I Ignorance is dangerous for you.
i1. Protect yourself with knowledge.
i2. Protect democracy from concentrated power.
i3. Develop your own writing and thinking skills.

i4. Enjoy yourself by knowing the "rules of the game."


i1. Protect yourself with knowledge.

Why analyze ads? Who cares? Why spend time thinking about persuasion?

Self-protection is just common sense when you think of the great number of commercial persuaders all trying to get you to buy their product, and political persuaders all trying to get you to buy their policy.

Your time and your money are limited.

In a free society, ideally, you are free to choose any product to buy, and to believe anything you want.

But, genuine free choice is informed choice.

You need to know the common strategy and tactics used by all persuaders.

You need to know the predictable patterns how people intensify the "good."

You need to know the predictable patterns how people downplay the "bad."

You need to develop a "healthy skepticism" -- a moderate position -- avoiding the extremes of being gullible (believing everything) or being cynical (believing nothing).

See also: Why Analyze Ads? and "H" - Harmful Effects


i2. Protect democracy from concentrated power.

As a democratic society, we need to counter-balance any concentration of power.

The Constitution of the United States of America was the end product of a long debate (seen, for example, in the "Federalist Papers") in which a set of "checks and balances" was created to avoid putting too much power into one part of the system.

Furthermore, the Bill of Rights was added to the Constitution to protect citizens from abuses by their own government. The 1st Amendment, for example, defended a "free press" (often, the critics and watchdogs of an Administration) and to protect the "free speech" of all citizens who might dissent or disagree with an Administration's policy.

Alas, currently, American schools are not doing a good job explaining the importance of the 1st Amendment, free speech, and a free press. In 2005, for example, a major survey of 112,000 students (grades 9-12) reveal "basic misconceptions and a disheartening lack of interest" about our key freedoms: "For instance, 75 percent of students think flag burning is against the law (it's not); and 49 percent say the government can legally restrict indecent material on the Internet (it can't). Add to that the students' surprisingly restrictive view of First Amendment freedoms -- more than one third think the Amendment goes too far in the rights it guarantees; and only 51 percent think newspapers should be allowed to publish stories without government approval -- and the land of the free starts to sound like another country."

In general, the young receivers of persuasive messages in our society aren't very well prepared.

Furthermore, the senders of persuasive messages are growing in power, because of media concentration in the hands of a few. In the USA, for example, the mass media (TV, radio, newspapers) is concentrated in the hands of a powerful few: five major media corporations (and their "family of companies") which determine what most people get to see, hear, and read; and four huge publishing corporations (McGraw Hill, Reed Elsevier, Vivendi, Pearson) in the educational textbook industry which dominate what students read in their texts. (At what point does "education" become "indoctrination"?) There's a growing imbalance between the few and the many.
This trend of media concentration needs to be watched carefully by all citizens.

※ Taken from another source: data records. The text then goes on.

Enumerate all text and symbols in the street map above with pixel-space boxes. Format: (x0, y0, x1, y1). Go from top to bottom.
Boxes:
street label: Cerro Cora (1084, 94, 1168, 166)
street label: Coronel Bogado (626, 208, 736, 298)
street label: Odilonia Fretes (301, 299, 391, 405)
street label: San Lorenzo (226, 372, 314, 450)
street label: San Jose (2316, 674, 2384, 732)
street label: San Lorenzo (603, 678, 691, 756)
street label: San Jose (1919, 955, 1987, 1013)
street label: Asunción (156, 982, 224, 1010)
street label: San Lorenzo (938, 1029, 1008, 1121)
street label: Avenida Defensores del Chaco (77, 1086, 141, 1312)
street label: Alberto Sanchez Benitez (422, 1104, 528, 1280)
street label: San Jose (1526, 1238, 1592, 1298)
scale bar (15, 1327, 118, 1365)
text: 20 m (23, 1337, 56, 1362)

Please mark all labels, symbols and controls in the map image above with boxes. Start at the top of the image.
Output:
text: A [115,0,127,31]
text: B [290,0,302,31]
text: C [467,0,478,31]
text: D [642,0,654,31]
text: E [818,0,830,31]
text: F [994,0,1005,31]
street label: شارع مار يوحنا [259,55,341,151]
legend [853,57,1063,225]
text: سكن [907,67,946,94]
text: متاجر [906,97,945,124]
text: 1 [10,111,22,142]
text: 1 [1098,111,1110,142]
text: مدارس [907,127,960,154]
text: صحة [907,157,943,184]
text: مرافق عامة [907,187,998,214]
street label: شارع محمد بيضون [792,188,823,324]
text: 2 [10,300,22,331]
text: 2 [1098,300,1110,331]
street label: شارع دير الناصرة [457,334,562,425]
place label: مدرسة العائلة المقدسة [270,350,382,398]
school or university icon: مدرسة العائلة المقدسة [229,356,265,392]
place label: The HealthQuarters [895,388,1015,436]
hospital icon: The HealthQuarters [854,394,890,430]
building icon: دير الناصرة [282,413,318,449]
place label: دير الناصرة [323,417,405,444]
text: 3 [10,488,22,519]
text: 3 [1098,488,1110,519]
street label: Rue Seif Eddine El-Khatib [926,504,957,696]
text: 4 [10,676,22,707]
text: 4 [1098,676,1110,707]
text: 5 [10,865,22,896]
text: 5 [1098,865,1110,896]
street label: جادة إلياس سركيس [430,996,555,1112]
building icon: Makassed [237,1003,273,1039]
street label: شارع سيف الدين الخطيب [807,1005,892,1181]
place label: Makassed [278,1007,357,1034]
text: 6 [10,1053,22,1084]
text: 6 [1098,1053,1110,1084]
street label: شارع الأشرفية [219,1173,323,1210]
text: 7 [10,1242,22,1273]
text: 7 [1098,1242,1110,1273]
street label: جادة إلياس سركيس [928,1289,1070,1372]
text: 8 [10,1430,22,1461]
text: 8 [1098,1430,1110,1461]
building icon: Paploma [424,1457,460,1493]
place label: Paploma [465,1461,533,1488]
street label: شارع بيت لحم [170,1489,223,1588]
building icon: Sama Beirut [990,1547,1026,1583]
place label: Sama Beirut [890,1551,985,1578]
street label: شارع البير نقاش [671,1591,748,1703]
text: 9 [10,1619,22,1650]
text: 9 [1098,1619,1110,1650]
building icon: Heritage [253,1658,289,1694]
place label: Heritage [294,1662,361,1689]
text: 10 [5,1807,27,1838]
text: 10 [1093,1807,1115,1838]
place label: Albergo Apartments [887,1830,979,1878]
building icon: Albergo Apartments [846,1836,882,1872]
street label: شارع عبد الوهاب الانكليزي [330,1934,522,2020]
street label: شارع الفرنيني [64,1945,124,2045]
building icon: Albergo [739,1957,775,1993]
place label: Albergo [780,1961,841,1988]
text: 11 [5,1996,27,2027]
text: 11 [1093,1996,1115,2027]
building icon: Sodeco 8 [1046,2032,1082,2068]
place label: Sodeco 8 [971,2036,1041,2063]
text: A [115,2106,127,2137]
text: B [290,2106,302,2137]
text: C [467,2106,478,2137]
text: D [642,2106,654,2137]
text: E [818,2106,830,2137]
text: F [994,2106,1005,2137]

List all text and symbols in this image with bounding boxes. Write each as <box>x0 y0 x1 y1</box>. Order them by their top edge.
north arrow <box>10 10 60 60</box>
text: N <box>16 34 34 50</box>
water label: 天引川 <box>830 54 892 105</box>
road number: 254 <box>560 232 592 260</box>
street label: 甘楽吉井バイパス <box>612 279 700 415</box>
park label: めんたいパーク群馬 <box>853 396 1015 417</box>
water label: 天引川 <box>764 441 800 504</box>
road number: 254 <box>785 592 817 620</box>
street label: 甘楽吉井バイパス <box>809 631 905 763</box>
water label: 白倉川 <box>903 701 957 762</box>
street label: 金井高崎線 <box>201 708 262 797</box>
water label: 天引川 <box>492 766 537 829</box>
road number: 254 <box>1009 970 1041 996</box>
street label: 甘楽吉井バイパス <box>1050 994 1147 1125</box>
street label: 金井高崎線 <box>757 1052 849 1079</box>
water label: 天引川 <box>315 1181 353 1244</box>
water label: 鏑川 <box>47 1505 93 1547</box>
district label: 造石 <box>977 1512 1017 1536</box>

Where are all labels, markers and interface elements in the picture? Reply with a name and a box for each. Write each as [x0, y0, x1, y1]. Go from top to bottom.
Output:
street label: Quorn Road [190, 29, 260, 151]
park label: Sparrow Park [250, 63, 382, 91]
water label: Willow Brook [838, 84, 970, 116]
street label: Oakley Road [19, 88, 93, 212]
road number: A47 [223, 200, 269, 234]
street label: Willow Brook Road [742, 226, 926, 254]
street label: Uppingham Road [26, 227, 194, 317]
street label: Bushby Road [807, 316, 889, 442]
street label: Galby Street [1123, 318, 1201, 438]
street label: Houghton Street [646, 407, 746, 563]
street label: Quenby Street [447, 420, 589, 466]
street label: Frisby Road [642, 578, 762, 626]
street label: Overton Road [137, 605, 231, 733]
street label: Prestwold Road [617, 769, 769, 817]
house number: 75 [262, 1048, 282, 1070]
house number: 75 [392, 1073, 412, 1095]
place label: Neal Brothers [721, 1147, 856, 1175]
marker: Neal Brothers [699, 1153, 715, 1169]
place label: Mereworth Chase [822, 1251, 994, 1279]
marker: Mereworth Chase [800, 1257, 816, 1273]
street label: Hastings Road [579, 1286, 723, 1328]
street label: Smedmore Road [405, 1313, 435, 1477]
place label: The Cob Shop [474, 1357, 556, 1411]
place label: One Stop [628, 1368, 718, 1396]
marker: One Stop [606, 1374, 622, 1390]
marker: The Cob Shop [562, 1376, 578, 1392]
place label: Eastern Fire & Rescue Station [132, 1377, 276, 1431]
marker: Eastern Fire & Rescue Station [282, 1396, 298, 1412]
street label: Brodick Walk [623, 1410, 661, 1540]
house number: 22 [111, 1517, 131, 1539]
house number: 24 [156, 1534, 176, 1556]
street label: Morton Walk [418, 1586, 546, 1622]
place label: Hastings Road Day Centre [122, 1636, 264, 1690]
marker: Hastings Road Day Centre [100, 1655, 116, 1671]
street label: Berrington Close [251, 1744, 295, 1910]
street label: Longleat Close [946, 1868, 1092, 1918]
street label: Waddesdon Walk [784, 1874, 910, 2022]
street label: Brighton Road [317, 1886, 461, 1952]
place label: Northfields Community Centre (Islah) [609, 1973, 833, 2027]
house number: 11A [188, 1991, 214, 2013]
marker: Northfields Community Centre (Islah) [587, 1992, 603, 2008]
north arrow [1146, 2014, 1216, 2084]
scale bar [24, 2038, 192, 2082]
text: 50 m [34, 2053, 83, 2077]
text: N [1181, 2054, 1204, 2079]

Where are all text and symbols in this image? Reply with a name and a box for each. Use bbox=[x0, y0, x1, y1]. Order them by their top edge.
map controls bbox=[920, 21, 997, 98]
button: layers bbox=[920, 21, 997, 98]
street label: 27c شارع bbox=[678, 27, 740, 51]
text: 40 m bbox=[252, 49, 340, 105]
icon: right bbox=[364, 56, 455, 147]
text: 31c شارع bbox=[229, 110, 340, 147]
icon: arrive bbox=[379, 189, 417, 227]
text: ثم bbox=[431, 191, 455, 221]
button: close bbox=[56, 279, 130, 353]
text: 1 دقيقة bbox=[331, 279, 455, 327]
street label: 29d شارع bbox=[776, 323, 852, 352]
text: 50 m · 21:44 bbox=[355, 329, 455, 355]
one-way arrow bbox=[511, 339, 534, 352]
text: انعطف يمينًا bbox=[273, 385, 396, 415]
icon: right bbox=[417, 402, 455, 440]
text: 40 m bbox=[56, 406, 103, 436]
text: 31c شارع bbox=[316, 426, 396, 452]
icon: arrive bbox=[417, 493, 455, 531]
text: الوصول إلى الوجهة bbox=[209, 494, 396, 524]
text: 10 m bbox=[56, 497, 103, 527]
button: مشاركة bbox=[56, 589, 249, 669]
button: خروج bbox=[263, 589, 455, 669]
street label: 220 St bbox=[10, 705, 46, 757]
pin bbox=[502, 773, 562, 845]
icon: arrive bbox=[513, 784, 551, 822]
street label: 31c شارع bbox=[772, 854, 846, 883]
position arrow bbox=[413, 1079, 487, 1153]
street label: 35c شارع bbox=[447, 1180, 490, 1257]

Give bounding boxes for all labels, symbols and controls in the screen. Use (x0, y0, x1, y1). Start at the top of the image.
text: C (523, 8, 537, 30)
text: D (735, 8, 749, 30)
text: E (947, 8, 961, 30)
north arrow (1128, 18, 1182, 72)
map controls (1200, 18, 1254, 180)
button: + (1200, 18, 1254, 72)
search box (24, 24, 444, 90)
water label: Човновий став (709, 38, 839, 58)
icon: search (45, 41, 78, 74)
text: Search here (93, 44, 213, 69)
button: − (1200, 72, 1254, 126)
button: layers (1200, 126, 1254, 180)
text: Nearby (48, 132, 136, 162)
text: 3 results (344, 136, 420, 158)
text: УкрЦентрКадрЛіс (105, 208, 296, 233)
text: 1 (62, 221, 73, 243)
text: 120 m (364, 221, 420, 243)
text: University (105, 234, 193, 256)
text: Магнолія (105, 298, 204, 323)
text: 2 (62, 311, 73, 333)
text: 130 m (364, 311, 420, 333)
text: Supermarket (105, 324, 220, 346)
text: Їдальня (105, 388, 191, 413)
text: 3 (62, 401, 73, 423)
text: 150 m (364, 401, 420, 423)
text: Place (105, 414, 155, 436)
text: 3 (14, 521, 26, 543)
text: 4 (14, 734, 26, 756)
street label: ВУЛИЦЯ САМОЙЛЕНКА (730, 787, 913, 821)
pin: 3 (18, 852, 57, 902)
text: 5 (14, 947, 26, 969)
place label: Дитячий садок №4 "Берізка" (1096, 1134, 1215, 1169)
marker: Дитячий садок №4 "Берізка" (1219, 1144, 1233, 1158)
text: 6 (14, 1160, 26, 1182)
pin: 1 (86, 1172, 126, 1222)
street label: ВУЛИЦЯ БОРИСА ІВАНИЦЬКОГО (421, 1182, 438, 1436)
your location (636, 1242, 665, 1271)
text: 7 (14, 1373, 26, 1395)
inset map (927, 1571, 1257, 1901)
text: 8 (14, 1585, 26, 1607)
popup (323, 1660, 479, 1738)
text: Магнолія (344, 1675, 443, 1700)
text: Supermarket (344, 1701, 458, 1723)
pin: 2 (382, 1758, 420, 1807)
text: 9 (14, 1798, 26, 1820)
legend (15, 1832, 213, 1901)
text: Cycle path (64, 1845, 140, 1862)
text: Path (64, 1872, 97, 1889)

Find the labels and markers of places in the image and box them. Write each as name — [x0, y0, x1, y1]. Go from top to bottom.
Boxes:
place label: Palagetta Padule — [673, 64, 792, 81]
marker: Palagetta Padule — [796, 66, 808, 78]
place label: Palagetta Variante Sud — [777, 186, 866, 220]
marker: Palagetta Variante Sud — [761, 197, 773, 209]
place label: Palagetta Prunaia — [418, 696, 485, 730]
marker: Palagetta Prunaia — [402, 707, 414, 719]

In Lord Acton's famous warning: "Power corrupts. Absolute power corrupts absolutely."

See also: Why Analyze Political Rhetoric?


"I know of no safe depository of the ultimate powers of the society but the people themselves; and if we think them not enlightened enough to exercise their control with a wholesome discretion, the remedy is not to take it from them, but to inform their discretion by education." -- Thomas Jefferson
i3. Develop your own writing and thinking skills.

Skills Transfer.

Analysis (the taking-apart process) is the counterpart of composition (the putting-together process).

The more alert you become analyzing how other writers -- such as the skilled persuaders who put together ads -- the more able you can become in your own skills of composition. You'll pay more attention to strategy, structure, audience, and choice of words.

Are ads worth all of this attention? Perhaps not. But, your mind is.

If you can better learn how to analyze things, to recognize patterns, to sort out incoming information, to see the parts, the processes, the structure, the relationships within things so common in our everyday environment, then it's worth your effort.

After all, you'll continue to see thousands of ads in the future. If you can use them to your own advantage, to help you become a better analyst and a better composer, then it's worth your time and attention.

Advanced Students -- See the parallel pages in: A Companion to Composition


i4. Enjoy yourself by knowing the "rules of the game."

There is a joy in learning new things and a delight of seeing old familiar things in new ways.

The more you know about how anything works, the better able you are to recognize good work and bad.

Sports fans, for example, who know the complexity of a difficult play can really appreciate the flow of a good basketball team, or the grace and elegance of a double play in baseball.

That enjoyment also goes to people who know the predictable patterns and the "rules of the game" -- in composing the structure of a sonnet or of a sermon ... or an ad.